I think you are doing students and young programmers a disservice by implying that there is one "best" solution here, and that you know it. I am assuming you haven't seen the ruby or Clojure code involved, don't work at Beanstalk, don't know the skillset of their team, their budget, strategic plans, or any other one of a bunch of details that determine what is best in a particular situation. If you already know C then perhaps it would be right for you. That does not mean it is right for everyone.
> I think you are doing students and young programmers a disservice by implying that there is one "best" solution here, and that you know it.
I read their requirements in the blog post. They need fast access to SVN and Git internals to store off metadata. Based on that it's really not hard to determine what to use to solve this problem. There may not be one exact right answer (in fact, I suggested two), but there is a direction that makes sense and one that does not.
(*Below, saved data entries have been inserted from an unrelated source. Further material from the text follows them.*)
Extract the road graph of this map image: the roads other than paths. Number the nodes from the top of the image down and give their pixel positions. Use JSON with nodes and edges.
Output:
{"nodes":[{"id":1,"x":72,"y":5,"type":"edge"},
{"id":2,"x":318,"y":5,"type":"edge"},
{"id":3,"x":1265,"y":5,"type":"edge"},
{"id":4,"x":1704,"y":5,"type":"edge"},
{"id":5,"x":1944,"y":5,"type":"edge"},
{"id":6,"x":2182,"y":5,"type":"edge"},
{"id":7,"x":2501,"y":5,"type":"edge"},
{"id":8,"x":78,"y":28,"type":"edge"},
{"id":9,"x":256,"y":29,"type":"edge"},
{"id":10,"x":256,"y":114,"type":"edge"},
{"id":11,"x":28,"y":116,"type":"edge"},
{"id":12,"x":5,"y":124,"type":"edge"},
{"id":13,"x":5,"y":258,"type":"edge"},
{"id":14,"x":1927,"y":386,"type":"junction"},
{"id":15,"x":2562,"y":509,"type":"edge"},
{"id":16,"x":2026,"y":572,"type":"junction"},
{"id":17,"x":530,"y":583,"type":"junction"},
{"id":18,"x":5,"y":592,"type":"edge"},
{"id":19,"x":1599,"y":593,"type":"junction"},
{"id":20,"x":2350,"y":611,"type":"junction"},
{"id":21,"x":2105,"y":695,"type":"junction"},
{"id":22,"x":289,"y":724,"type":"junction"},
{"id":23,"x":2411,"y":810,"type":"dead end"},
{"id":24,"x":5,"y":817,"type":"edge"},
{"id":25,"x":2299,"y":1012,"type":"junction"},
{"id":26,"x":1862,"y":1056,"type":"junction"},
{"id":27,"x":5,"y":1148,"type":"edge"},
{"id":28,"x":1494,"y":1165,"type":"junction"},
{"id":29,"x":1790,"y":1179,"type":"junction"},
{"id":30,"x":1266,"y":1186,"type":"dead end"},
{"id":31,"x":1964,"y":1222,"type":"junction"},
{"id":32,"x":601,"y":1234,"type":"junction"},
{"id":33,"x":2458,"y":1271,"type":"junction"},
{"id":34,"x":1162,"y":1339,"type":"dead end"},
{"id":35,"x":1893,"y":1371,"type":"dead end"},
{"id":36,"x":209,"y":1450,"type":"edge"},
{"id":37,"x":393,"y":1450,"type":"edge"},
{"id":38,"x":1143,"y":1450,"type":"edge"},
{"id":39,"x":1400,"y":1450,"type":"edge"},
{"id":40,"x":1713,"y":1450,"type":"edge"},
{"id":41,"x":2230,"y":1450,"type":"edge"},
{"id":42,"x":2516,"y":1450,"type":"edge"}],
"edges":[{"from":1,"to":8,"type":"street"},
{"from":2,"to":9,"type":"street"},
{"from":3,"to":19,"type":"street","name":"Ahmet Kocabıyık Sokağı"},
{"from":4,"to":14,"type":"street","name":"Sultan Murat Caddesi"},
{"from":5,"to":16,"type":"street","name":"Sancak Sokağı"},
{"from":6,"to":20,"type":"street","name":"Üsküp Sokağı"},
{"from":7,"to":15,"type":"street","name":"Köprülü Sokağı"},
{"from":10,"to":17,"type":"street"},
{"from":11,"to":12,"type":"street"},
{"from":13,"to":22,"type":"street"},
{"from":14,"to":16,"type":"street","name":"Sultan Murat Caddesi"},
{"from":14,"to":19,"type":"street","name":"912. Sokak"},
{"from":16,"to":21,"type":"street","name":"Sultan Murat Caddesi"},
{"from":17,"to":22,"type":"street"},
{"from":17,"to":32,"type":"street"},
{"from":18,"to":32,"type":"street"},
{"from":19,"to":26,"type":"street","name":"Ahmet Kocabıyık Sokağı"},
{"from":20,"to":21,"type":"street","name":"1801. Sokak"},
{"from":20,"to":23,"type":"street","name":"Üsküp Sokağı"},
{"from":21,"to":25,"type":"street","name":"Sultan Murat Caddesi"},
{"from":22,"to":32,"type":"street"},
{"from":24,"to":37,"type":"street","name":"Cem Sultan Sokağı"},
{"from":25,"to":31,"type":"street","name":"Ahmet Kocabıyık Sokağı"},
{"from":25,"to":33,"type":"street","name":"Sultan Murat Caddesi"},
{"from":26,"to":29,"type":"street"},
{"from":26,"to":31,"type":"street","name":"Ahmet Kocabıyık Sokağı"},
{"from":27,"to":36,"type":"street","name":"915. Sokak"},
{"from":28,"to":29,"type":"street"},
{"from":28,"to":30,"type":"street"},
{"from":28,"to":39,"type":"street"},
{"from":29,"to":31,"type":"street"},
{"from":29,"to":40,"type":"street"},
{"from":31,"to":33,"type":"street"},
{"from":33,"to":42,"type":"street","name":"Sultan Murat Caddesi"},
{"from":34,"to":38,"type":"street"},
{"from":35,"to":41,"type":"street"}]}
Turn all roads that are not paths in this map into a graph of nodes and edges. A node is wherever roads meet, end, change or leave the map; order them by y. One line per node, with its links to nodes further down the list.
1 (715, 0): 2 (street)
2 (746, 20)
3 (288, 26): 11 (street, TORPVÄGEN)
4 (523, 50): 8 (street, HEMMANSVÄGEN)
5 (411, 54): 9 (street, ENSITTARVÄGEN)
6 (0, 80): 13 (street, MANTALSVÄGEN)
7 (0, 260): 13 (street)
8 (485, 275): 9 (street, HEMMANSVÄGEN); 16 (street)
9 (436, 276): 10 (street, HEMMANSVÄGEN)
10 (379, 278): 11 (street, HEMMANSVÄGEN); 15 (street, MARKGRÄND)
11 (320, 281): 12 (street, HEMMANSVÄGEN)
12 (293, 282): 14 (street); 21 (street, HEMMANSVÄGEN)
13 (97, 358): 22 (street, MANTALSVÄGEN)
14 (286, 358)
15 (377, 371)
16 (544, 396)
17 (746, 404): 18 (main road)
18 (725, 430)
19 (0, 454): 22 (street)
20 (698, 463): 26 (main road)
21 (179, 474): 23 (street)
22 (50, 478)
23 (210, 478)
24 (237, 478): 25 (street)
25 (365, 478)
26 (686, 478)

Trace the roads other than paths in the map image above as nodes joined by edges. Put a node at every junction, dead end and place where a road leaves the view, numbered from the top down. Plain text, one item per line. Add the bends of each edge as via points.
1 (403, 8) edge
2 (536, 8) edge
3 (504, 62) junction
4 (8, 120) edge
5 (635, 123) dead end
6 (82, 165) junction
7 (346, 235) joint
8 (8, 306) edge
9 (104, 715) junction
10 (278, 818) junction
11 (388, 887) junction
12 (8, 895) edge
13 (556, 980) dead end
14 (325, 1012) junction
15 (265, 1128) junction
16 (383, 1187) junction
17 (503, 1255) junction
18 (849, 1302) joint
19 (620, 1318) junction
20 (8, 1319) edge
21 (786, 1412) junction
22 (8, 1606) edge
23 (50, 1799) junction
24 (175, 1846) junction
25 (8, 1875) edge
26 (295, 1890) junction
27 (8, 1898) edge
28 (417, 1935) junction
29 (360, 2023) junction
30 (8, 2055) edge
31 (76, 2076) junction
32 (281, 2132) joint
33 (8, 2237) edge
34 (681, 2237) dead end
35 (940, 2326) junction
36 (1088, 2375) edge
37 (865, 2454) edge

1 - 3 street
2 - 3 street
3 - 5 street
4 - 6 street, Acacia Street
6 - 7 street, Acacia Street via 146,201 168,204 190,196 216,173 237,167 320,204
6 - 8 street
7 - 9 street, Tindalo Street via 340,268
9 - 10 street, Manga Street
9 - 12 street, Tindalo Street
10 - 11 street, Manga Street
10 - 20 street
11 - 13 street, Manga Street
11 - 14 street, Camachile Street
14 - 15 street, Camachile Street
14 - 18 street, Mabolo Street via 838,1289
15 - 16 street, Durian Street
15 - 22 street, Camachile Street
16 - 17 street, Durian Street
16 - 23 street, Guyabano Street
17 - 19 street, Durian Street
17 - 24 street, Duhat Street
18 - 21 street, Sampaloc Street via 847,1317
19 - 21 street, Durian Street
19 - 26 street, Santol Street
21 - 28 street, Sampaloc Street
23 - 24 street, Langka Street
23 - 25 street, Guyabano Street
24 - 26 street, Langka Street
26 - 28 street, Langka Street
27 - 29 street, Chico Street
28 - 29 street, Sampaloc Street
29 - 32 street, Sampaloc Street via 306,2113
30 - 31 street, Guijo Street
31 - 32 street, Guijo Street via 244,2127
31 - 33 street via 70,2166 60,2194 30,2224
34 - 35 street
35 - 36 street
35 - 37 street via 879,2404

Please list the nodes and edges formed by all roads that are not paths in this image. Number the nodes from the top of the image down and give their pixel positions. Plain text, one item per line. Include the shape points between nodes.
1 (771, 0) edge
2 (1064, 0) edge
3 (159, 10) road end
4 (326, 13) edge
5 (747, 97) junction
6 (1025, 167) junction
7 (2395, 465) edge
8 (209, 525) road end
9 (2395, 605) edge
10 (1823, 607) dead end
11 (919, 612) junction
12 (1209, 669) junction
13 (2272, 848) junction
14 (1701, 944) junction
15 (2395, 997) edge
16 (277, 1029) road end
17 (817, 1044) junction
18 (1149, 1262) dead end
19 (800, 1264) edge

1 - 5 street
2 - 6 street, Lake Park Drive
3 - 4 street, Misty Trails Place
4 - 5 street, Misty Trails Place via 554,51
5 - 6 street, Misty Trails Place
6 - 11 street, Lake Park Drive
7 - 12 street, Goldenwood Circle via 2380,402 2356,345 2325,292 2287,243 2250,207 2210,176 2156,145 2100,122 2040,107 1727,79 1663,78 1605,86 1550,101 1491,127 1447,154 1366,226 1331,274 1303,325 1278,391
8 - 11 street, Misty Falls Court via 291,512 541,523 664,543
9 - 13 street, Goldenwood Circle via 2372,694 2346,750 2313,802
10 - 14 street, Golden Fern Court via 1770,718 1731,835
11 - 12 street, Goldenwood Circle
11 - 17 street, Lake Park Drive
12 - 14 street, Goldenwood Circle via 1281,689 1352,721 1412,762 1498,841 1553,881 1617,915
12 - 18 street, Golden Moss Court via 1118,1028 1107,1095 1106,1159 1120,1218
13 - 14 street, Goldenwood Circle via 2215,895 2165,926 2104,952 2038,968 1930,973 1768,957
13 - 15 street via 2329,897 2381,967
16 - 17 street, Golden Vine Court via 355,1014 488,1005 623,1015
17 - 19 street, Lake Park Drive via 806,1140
The real disservice to those coming up in this industry is reading blog post after blog post on Hacker News with people looking for "excuses" to use random languages they're interested in playing with. The answer to most of these problems is to use something really boring and straightforward, like C, C++ or Java. I guess I've worked too many places where legacy code becomes a huge burden because one guy wants to play around with X one time. The funny thing is, I see these same guys go onto the next place and do it there.
I'm failing to see why Clojure is a bad choice for this problem. It's a general-purpose programming language, just like others that you mentioned. And beyond those, it happens to have the benefits of being more expressive, testable, concise, etc.
Can you elaborate on why you think it's a bad choice?